Acompanhar o crescimento das crianças

Brincar juntos e integrar também os menores: Maria Müller é educadora numa creche em Berlim. Um emprego desafiador. 

Brincar e aprender: Maria Müller é educadora em Berlim.
Brincar e aprender: Maria Müller é educadora em Berlim. Stephan Pramme

Alemanha. “Quando comecei a trabalhar numa creche berlinense, há oito anos, tive primeiro que aprender a linguagem das crianças pequeninas. Para cá vêm crianças entre um ano e seis anos de idade – nesse período, elas fazem progressos enormes. Meu grande exemplo é a pediatra húngara Emmi Pikler. Ela revolucionou a pedagogia para as crianças pequenas e demonstrou que também as crianças muito pequenas já possuem uma personalidade própria. Por isso é importante integrá-las. Apesar disso, as crianças necessitam de estruturas. Um número cada vez maior de pais preferem uma educação antiautoritária, mas nem todos encontram um bom equilíbrio.

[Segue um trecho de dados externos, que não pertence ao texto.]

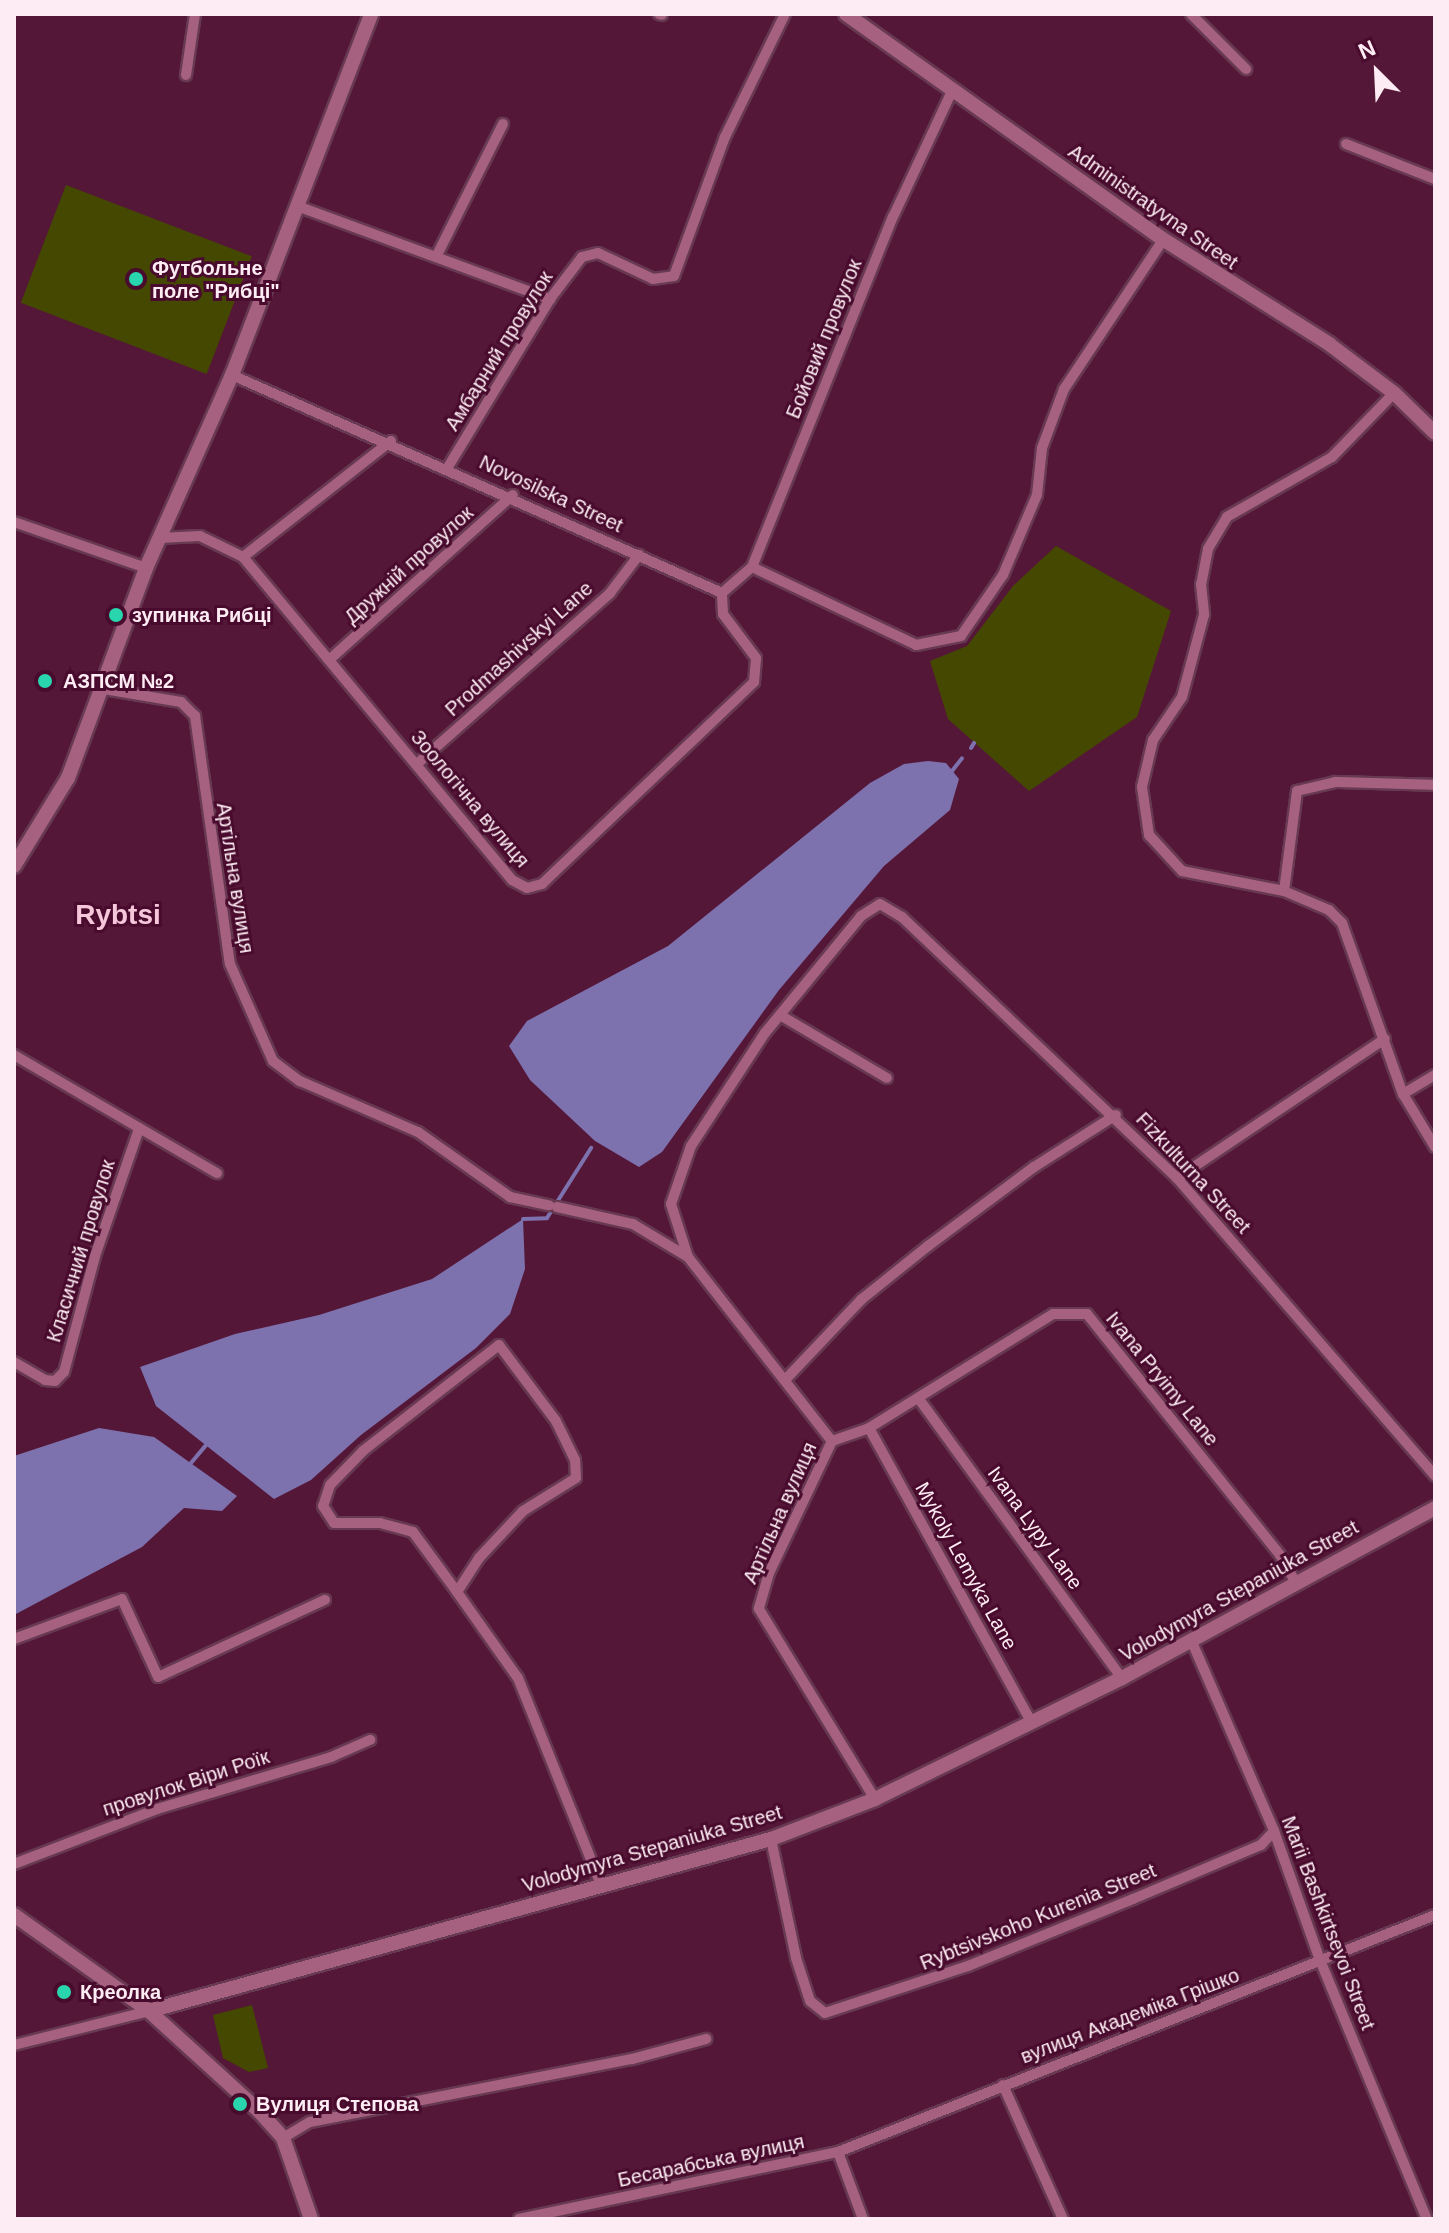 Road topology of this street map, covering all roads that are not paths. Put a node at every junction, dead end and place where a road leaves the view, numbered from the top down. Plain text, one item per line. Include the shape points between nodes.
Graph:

Eu venho da cidadezinha de Döbeln na Saxônia e tenho 29 anos de idade. Com 18 anos, mudei-me para Berlim, para a formação profissional como educadora. A formação de três anos de duração é bem ampla: creche para bebês, jardim de infância para crianças pequenas, guarda de alunos do ensino básico, clubes juvenis, grupos residenciais – eu trabalhei com todas as faixas etárias. Em projeto de uma colônia penal juvenil, trabalhei até mesmo com jovens criminosos. As bases teóricas também não faltaram na formação profissional.

Organizar o dia a dia juntamente com as crianças é uma tarefa desafiadora. Mas também muito agradável

Maria Müller, educadora de creche em Berlim

Desde há meio ano, eu sou diretora desta creche em Berlim, juntamente com uma colega. Isso significa agora mais burocracia, mas também uma cooperação mais estreita com meus colegas. Apesar disso, também é importante para mim continuar cuidando de grupos infantis. 

Nossa equipe de educadores é fantástica. Todos querem de fato trabalhar pedagogicamente e testar novos conceitos. Recentemente, passamos a oferecer, por exemplo, grupos de projetos para crianças a partir de três anos de idade – entre outras coisas, um grupo de dança e de teatro, um grupo de trabalhos manuais e um grupo de culinária. Nossa ação é voltada para a situação: quando surgem temas, como por exemplo uma doença grave na família de uma criança, nós abordamos a questão e conversamos sobre ela com as crianças. Isso ajuda a todos nós. 

Nós, educadores, temos de compreender o desenvolvimento e as necessidades das crianças e organizar o dia a dia junto com elas. Esta é uma tarefa de grande importância. Desafiadora, mas muito agradável”.